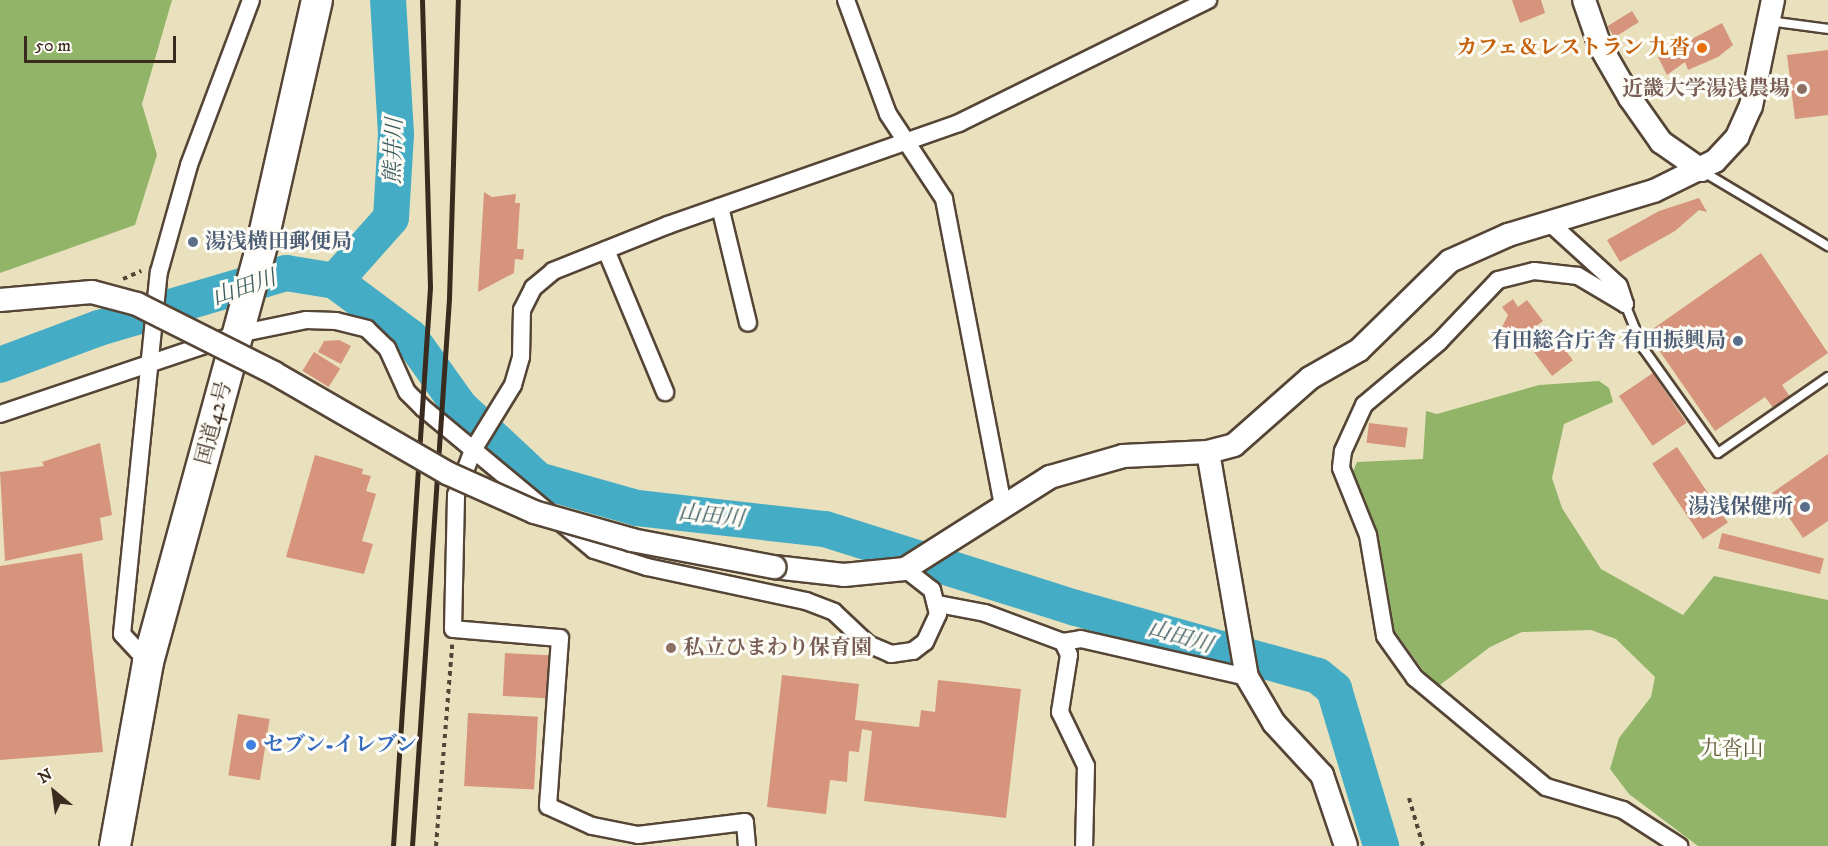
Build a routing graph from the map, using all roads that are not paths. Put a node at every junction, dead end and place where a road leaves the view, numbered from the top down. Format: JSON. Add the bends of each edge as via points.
{"nodes":[{"id":1,"x":251,"y":0,"type":"edge"},
{"id":2,"x":316,"y":0,"type":"edge"},
{"id":3,"x":846,"y":0,"type":"edge"},
{"id":4,"x":1208,"y":0,"type":"edge"},
{"id":5,"x":1584,"y":0,"type":"edge"},
{"id":6,"x":1771,"y":10,"type":"edge"},
{"id":7,"x":1828,"y":29,"type":"edge"},
{"id":8,"x":907,"y":143,"type":"junction"},
{"id":9,"x":1701,"y":170,"type":"junction"},
{"id":10,"x":720,"y":207,"type":"junction"},
{"id":11,"x":1550,"y":223,"type":"junction"},
{"id":12,"x":1828,"y":246,"type":"edge"},
{"id":13,"x":606,"y":250,"type":"junction"},
{"id":14,"x":0,"y":300,"type":"edge"},
{"id":15,"x":1624,"y":304,"type":"junction"},
{"id":16,"x":748,"y":323,"type":"dead end"},
{"id":17,"x":240,"y":329,"type":"junction"},
{"id":18,"x":151,"y":363,"type":"junction"},
{"id":19,"x":1828,"y":377,"type":"edge"},
{"id":20,"x":665,"y":392,"type":"dead end"},
{"id":21,"x":0,"y":414,"type":"edge"},
{"id":22,"x":473,"y":450,"type":"junction"},
{"id":23,"x":1208,"y":452,"type":"junction"},
{"id":24,"x":1003,"y":504,"type":"junction"},
{"id":25,"x":905,"y":569,"type":"junction"},
{"id":26,"x":938,"y":604,"type":"junction"},
{"id":27,"x":1063,"y":642,"type":"junction"},
{"id":28,"x":148,"y":662,"type":"junction"},
{"id":29,"x":1247,"y":677,"type":"junction"},
{"id":30,"x":115,"y":846,"type":"edge"},
{"id":31,"x":747,"y":846,"type":"edge"},
{"id":32,"x":1084,"y":846,"type":"edge"},
{"id":33,"x":1346,"y":846,"type":"edge"},
{"id":34,"x":1679,"y":846,"type":"edge"}],
"edges":[{"from":1,"to":18,"type":"street","via":[[189,165],[159,272]]},
{"from":2,"to":17,"type":"highway","name":"国道42号"},
{"from":3,"to":8,"type":"street","via":[[878,93]]},
{"from":4,"to":8,"type":"street","via":[[959,123]]},
{"from":5,"to":9,"type":"street","via":[[1600,46],[1636,106],[1661,142]]},
{"from":6,"to":7,"type":"lane"},
{"from":6,"to":9,"type":"street","via":[[1757,88],[1744,123],[1727,150]]},
{"from":8,"to":10,"type":"street"},
{"from":8,"to":24,"type":"street","via":[[930,171],[950,218]]},
{"from":9,"to":11,"type":"street"},
{"from":9,"to":12,"type":"lane"},
{"from":10,"to":13,"type":"street"},
{"from":10,"to":16,"type":"street"},
{"from":11,"to":15,"type":"street","via":[[1619,286]]},
{"from":11,"to":23,"type":"street","via":[[1450,261],[1359,350],[1310,378],[1234,445]]},
{"from":13,"to":20,"type":"street"},
{"from":13,"to":22,"type":"street","via":[[553,271],[533,288],[522,310],[521,357],[513,385]]},
{"from":14,"to":25,"type":"street","bridge":true,"via":[[92,292],[137,304],[274,373],[447,473],[534,512],[632,540],[774,567],[844,575]]},
{"from":15,"to":19,"type":"lane","via":[[1643,348],[1718,453]]},
{"from":15,"to":34,"type":"street","via":[[1578,276],[1534,271],[1498,280],[1439,342],[1364,405],[1343,452],[1341,468],[1372,551],[1378,617],[1390,644],[1415,678],[1546,787],[1623,810]]},
{"from":17,"to":18,"type":"street"},
{"from":17,"to":22,"type":"street","via":[[306,320],[367,329],[387,348],[407,392]]},
{"from":17,"to":28,"type":"highway","name":"国道42号"},
{"from":18,"to":21,"type":"street"},
{"from":18,"to":28,"type":"street","via":[[122,634]]},
{"from":22,"to":26,"type":"street","via":[[594,550],[647,567],[806,601],[844,619],[878,651],[902,654],[925,642],[935,625]]},
{"from":22,"to":31,"type":"street","via":[[456,495],[453,629],[560,638],[548,806],[592,826],[638,835],[745,822]]},
{"from":23,"to":24,"type":"street","via":[[1094,462],[1050,477]]},
{"from":23,"to":29,"type":"street"},
{"from":24,"to":25,"type":"street","via":[[963,535]]},
{"from":25,"to":26,"type":"street","via":[[922,579]]},
{"from":26,"to":27,"type":"street","via":[[985,613]]},
{"from":27,"to":29,"type":"street","via":[[1081,639]]},
{"from":27,"to":32,"type":"street","via":[[1069,655],[1060,712],[1086,765]]},
{"from":28,"to":30,"type":"highway","name":"国道42号"},
{"from":29,"to":33,"type":"street","via":[[1274,723],[1322,775]]}]}
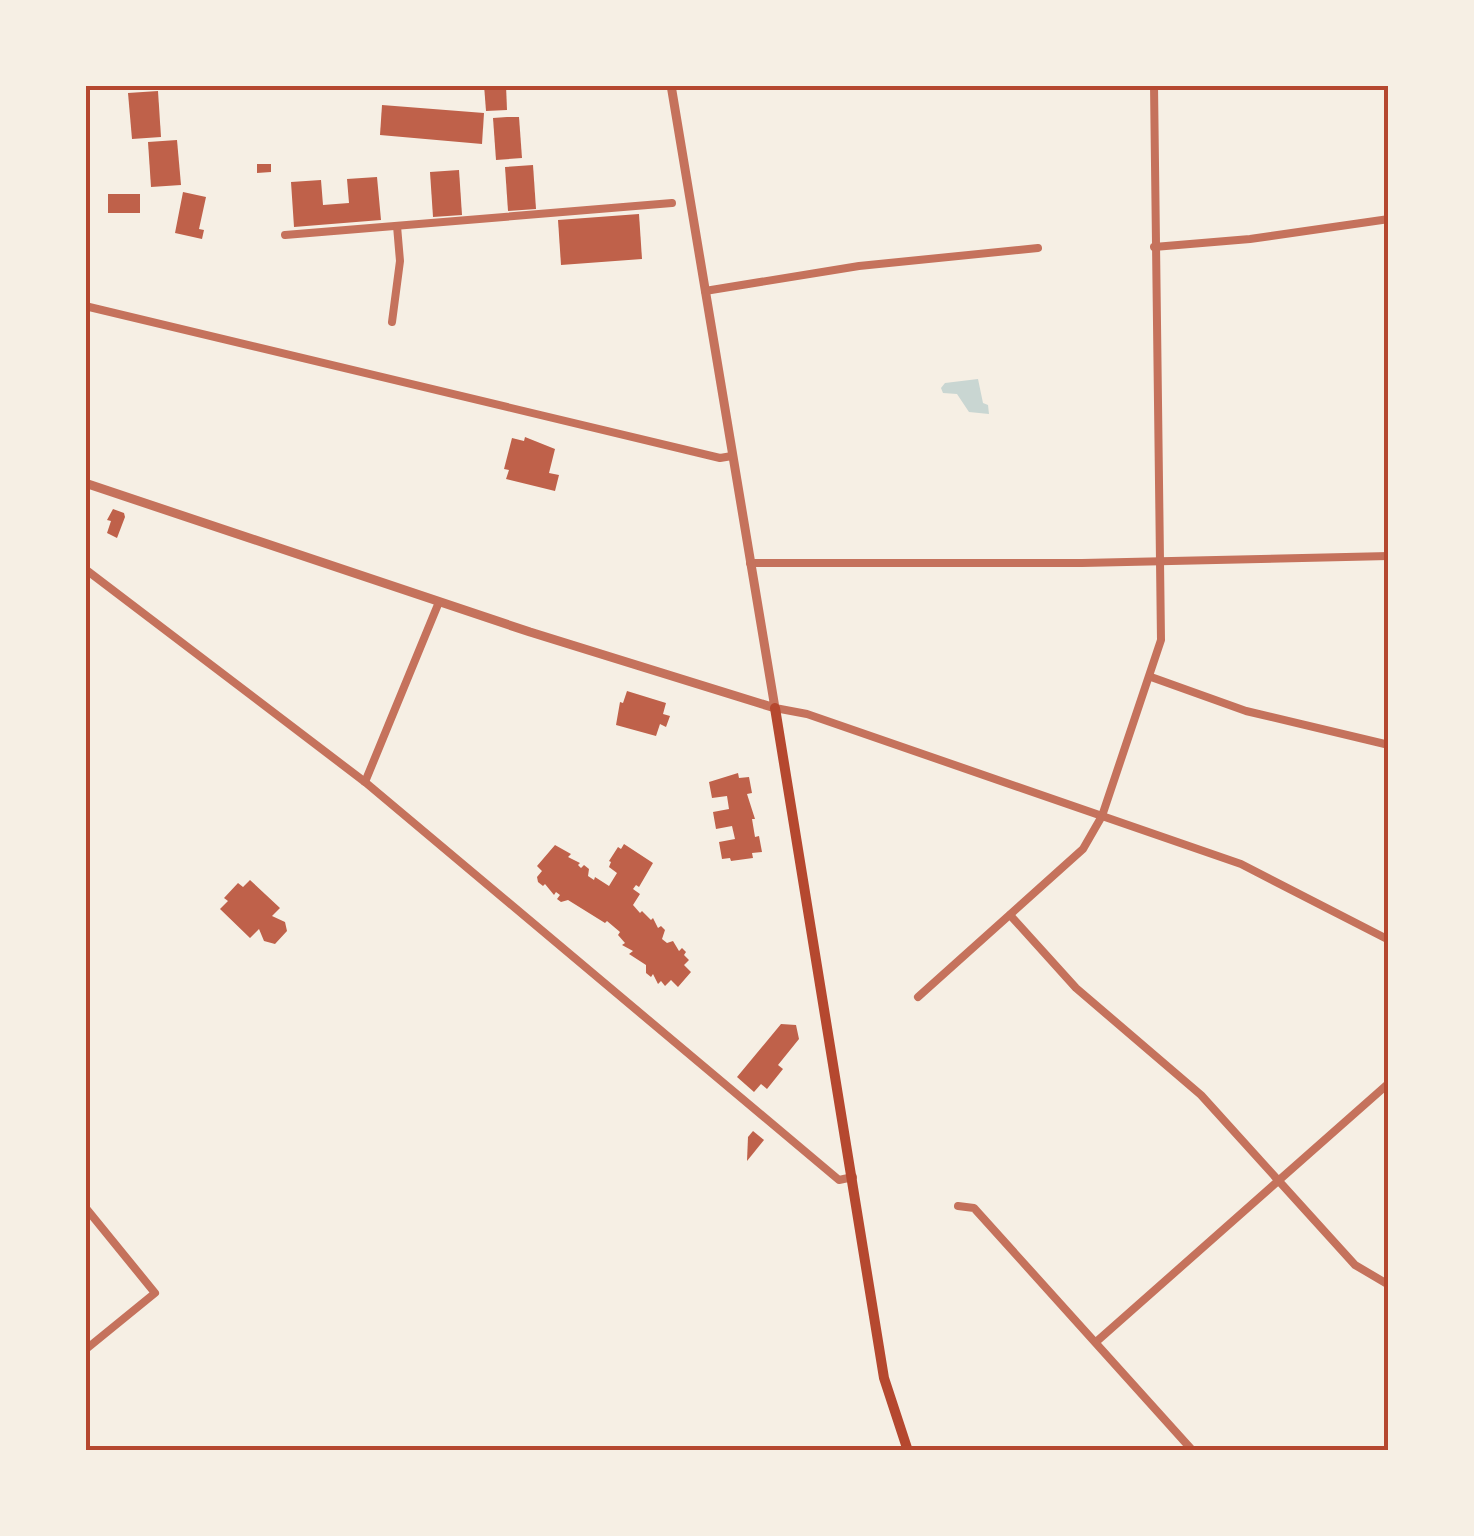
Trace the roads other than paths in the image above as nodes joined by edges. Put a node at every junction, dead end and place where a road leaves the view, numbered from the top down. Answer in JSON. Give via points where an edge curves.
{"nodes":[{"id":1,"x":671,"y":85,"type":"edge"},
{"id":2,"x":1154,"y":85,"type":"edge"},
{"id":3,"x":672,"y":203,"type":"dead end"},
{"id":4,"x":1389,"y":219,"type":"edge"},
{"id":5,"x":397,"y":226,"type":"junction"},
{"id":6,"x":285,"y":235,"type":"dead end"},
{"id":7,"x":1154,"y":247,"type":"junction"},
{"id":8,"x":1038,"y":248,"type":"dead end"},
{"id":9,"x":705,"y":292,"type":"junction"},
{"id":10,"x":85,"y":306,"type":"edge"},
{"id":11,"x":392,"y":322,"type":"dead end"},
{"id":12,"x":732,"y":456,"type":"junction"},
{"id":13,"x":85,"y":483,"type":"edge"},
{"id":14,"x":1389,"y":556,"type":"edge"},
{"id":15,"x":1162,"y":560,"type":"junction"},
{"id":16,"x":750,"y":563,"type":"junction"},
{"id":17,"x":85,"y":569,"type":"edge"},
{"id":18,"x":440,"y":602,"type":"junction"},
{"id":19,"x":1151,"y":677,"type":"junction"},
{"id":20,"x":775,"y":708,"type":"junction"},
{"id":21,"x":1389,"y":745,"type":"edge"},
{"id":22,"x":365,"y":782,"type":"junction"},
{"id":23,"x":1102,"y":816,"type":"junction"},
{"id":24,"x":1010,"y":915,"type":"junction"},
{"id":25,"x":1389,"y":940,"type":"edge"},
{"id":26,"x":918,"y":997,"type":"dead end"},
{"id":27,"x":1389,"y":1083,"type":"edge"},
{"id":28,"x":853,"y":1177,"type":"junction"},
{"id":29,"x":1281,"y":1180,"type":"junction"},
{"id":30,"x":958,"y":1206,"type":"dead end"},
{"id":31,"x":85,"y":1207,"type":"edge"},
{"id":32,"x":89,"y":1220,"type":"edge"},
{"id":33,"x":1389,"y":1285,"type":"edge"},
{"id":34,"x":1096,"y":1342,"type":"junction"},
{"id":35,"x":85,"y":1350,"type":"edge"},
{"id":36,"x":908,"y":1451,"type":"edge"},
{"id":37,"x":1194,"y":1451,"type":"edge"}],
"edges":[{"from":1,"to":9,"type":"street"},
{"from":2,"to":7,"type":"street"},
{"from":3,"to":5,"type":"street"},
{"from":4,"to":7,"type":"street"},
{"from":5,"to":6,"type":"street"},
{"from":5,"to":11,"type":"street"},
{"from":7,"to":15,"type":"street"},
{"from":8,"to":9,"type":"street","via":[[859,266]]},
{"from":9,"to":12,"type":"street"},
{"from":10,"to":12,"type":"street"},
{"from":12,"to":16,"type":"street"},
{"from":13,"to":18,"type":"street"},
{"from":14,"to":15,"type":"street"},
{"from":15,"to":16,"type":"street"},
{"from":15,"to":19,"type":"street","via":[[1161,640]]},
{"from":16,"to":20,"type":"street"},
{"from":17,"to":22,"type":"street"},
{"from":18,"to":20,"type":"street"},
{"from":18,"to":22,"type":"street"},
{"from":19,"to":21,"type":"street","via":[[1246,711]]},
{"from":19,"to":23,"type":"street"},
{"from":20,"to":23,"type":"street"},
{"from":20,"to":28,"type":"main road"},
{"from":22,"to":28,"type":"street","via":[[838,1180]]},
{"from":23,"to":24,"type":"street","via":[[1082,848]]},
{"from":23,"to":25,"type":"street","via":[[1241,864]]},
{"from":24,"to":26,"type":"street"},
{"from":24,"to":29,"type":"street","via":[[1076,988],[1201,1095]]},
{"from":27,"to":29,"type":"street"},
{"from":28,"to":36,"type":"main road","via":[[884,1378]]},
{"from":29,"to":33,"type":"street","via":[[1355,1265]]},
{"from":29,"to":34,"type":"street"},
{"from":30,"to":34,"type":"street","via":[[974,1208]]},
{"from":31,"to":32,"type":"street"},
{"from":32,"to":35,"type":"street","via":[[155,1293]]},
{"from":34,"to":37,"type":"street"}]}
········
- Exercise description -
The result should be every line of the material that contains the word "highway", so copy those lines.

- Answer space -
{"from":2,"to":17,"type":"highway","name":"国道42号"},
{"from":17,"to":28,"type":"highway","name":"国道42号"},
{"from":28,"to":30,"type":"highway","name":"国道42号"},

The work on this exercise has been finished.